> TASK DETAILS
Take every line from the entries below that includes the word "Burlington" and copy it.

> DATA SUPPLIED
────────────────────
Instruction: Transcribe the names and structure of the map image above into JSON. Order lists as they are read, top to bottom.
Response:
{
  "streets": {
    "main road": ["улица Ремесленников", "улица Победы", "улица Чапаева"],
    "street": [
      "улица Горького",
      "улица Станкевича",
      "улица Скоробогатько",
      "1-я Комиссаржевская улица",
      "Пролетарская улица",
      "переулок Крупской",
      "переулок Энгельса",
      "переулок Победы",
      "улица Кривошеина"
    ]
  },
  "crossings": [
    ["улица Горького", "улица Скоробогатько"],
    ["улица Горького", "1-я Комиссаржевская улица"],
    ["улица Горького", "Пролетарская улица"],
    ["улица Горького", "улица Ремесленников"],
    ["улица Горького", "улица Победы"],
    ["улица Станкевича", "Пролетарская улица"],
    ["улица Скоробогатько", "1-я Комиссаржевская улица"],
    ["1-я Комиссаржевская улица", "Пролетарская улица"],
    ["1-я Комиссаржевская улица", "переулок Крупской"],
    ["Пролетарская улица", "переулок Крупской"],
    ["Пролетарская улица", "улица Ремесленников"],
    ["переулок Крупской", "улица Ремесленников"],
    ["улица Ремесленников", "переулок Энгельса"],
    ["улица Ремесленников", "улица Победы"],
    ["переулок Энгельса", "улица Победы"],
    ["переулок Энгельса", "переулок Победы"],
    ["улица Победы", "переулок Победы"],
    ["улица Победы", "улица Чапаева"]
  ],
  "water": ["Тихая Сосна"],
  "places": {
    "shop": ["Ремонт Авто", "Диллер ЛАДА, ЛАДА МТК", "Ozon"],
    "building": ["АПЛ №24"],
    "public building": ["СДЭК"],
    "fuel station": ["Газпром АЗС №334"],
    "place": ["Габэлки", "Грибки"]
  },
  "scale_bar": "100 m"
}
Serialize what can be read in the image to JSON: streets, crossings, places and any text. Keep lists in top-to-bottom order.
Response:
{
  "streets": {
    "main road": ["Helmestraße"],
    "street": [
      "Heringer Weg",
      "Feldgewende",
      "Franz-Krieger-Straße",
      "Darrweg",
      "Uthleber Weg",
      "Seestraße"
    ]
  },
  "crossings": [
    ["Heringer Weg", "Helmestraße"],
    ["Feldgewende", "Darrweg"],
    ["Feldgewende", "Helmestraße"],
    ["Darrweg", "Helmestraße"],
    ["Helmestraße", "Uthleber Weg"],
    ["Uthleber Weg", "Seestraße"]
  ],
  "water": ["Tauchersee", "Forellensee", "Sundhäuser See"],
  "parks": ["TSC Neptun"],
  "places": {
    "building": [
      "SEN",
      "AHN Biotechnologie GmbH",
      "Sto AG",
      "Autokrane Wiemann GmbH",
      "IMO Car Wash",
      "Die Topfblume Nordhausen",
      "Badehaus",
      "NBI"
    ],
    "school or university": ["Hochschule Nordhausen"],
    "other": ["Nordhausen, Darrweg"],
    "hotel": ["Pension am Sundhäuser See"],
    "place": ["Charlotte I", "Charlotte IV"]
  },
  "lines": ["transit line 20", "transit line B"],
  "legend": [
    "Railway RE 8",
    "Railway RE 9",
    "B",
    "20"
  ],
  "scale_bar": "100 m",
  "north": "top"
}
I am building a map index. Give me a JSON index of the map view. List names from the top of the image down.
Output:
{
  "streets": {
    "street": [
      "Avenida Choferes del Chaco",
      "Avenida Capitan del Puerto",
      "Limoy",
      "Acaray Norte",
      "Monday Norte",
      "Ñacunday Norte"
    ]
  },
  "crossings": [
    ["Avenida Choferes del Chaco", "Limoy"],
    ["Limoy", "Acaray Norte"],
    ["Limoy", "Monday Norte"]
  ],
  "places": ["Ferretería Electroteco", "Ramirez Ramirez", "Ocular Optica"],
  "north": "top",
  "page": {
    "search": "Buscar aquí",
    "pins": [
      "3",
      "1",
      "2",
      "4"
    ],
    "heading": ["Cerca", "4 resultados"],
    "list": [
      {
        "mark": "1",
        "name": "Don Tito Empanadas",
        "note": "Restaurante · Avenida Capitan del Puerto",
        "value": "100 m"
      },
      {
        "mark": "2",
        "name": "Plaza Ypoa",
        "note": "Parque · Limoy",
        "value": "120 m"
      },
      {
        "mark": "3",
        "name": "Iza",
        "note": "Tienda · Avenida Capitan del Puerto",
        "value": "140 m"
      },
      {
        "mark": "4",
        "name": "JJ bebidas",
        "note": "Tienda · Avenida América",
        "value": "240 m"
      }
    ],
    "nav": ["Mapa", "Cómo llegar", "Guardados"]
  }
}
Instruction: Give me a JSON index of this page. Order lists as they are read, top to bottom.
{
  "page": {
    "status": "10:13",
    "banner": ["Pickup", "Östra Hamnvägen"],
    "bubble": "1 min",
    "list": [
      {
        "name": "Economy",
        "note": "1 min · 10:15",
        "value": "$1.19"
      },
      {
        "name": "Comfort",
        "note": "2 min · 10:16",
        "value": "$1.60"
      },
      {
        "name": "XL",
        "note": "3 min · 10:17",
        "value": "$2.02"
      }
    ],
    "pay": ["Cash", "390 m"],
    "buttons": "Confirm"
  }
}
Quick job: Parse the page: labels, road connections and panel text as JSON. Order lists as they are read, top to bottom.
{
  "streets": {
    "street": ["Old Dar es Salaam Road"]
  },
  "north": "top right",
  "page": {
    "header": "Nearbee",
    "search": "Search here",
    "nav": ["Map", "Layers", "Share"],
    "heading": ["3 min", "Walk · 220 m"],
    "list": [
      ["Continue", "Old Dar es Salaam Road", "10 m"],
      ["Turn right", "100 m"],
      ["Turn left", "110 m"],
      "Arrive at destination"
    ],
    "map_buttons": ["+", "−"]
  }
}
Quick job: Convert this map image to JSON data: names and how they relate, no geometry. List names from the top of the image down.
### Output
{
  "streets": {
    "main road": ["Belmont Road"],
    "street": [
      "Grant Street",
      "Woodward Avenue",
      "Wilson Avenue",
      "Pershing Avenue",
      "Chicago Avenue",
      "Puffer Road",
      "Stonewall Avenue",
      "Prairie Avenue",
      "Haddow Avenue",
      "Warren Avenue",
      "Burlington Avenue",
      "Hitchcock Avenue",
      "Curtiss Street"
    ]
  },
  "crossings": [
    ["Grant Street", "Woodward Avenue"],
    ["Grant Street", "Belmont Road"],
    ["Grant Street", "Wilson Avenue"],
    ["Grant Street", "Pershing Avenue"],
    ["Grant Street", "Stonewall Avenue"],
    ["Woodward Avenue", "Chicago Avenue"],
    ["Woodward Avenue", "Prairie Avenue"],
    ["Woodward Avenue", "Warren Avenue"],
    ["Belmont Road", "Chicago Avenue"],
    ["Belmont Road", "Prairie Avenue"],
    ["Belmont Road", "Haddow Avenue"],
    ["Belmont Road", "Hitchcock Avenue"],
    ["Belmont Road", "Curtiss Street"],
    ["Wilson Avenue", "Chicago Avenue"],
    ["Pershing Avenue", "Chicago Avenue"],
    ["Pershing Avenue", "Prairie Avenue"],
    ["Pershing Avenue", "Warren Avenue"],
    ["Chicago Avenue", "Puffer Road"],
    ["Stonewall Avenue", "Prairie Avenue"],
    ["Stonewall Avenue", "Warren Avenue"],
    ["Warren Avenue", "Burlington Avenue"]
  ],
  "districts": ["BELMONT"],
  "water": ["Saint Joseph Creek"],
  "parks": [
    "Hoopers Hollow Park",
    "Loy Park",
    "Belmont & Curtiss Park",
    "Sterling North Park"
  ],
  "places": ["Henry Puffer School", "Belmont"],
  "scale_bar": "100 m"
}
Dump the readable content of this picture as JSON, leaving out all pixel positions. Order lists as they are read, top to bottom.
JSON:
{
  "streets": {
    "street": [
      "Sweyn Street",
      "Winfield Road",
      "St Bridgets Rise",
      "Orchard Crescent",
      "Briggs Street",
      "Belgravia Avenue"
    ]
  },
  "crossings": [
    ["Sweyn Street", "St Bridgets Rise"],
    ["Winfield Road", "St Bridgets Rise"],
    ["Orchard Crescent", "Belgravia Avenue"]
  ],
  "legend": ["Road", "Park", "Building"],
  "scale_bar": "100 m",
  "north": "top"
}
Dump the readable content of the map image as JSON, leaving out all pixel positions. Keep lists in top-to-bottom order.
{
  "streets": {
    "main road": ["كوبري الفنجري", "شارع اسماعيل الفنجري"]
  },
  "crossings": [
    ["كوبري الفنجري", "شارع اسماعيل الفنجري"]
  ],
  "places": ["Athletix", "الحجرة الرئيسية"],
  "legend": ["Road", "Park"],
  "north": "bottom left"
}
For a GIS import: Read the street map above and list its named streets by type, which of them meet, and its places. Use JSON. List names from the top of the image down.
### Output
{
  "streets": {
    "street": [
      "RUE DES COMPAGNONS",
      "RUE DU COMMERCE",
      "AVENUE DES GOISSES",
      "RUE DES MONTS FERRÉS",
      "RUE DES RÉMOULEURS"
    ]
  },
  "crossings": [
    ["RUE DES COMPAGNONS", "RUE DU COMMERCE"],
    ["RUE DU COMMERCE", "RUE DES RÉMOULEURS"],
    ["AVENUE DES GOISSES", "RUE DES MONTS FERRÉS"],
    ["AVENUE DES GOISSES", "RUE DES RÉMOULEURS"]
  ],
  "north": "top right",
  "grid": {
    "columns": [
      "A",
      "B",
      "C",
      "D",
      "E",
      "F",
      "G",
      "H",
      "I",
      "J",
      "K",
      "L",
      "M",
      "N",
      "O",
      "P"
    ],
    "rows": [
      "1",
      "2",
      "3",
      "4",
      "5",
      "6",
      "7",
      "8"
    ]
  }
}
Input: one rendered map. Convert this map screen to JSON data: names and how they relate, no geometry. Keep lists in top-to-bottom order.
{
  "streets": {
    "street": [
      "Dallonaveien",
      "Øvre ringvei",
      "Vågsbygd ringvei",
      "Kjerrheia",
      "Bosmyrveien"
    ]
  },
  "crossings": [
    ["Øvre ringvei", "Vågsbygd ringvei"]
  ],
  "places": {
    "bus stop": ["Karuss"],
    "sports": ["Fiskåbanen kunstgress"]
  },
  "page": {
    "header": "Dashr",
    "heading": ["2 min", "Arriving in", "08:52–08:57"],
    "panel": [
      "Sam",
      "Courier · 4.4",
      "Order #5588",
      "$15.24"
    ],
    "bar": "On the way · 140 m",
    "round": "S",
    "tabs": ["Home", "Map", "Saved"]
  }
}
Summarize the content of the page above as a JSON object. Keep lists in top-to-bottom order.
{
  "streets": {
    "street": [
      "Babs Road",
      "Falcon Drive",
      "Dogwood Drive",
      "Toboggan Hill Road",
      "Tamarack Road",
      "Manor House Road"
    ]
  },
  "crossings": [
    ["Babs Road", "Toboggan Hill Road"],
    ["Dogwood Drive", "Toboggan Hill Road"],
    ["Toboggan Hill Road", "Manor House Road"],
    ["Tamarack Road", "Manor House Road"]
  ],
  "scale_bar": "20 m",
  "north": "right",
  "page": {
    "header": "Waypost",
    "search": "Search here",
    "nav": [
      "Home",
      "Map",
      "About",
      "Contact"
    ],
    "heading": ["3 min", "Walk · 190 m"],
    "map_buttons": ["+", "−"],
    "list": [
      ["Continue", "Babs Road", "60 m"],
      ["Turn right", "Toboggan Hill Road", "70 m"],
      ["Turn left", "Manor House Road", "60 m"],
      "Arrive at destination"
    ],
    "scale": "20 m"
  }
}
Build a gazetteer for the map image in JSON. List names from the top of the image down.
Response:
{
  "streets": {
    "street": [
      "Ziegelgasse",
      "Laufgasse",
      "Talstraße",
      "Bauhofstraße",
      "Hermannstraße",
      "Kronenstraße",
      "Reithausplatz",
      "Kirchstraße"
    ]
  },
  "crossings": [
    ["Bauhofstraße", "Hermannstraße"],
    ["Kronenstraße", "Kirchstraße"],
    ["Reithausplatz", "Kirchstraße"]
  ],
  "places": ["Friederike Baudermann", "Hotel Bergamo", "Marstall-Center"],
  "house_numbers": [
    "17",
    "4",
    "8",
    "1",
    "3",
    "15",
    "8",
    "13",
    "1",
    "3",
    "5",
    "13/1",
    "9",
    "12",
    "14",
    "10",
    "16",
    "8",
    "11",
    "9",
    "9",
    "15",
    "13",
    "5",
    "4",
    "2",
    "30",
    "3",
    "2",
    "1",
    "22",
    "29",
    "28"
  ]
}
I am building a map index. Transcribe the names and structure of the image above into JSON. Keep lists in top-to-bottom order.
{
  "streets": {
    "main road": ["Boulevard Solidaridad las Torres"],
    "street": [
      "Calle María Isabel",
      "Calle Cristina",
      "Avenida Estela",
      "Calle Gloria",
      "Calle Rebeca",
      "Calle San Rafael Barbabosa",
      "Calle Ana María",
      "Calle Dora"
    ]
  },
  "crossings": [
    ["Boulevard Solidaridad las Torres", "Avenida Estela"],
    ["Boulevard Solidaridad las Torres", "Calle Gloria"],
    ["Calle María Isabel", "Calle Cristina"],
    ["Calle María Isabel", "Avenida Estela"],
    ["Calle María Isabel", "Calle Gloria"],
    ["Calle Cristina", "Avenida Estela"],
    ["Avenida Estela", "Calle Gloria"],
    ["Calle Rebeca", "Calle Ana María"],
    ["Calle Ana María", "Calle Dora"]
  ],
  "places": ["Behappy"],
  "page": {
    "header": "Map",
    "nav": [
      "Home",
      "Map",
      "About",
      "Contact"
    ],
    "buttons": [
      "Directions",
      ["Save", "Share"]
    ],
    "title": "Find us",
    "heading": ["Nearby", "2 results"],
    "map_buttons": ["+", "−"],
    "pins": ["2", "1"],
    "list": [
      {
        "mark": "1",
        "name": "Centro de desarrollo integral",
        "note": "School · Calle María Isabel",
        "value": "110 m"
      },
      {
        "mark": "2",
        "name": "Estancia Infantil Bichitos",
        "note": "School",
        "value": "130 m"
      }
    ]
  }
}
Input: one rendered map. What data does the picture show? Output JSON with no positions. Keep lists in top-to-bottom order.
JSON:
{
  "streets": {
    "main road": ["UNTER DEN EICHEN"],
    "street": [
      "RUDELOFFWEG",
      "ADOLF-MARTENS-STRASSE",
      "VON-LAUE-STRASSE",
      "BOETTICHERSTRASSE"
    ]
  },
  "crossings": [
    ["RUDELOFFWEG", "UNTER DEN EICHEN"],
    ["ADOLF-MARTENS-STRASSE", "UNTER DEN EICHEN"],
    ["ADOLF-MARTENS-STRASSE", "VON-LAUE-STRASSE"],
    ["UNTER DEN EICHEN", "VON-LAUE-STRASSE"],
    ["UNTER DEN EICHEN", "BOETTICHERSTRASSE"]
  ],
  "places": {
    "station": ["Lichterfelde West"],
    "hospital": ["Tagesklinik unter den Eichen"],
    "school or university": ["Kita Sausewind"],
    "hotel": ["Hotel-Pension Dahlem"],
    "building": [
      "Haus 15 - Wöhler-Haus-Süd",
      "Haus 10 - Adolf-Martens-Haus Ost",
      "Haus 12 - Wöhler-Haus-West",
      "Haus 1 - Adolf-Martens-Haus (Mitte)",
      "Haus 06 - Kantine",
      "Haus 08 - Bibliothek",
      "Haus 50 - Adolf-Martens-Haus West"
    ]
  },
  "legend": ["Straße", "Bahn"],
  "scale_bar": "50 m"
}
────────────────────
> RESPONSE
      "Burlington Avenue",
    ["Warren Avenue", "Burlington Avenue"]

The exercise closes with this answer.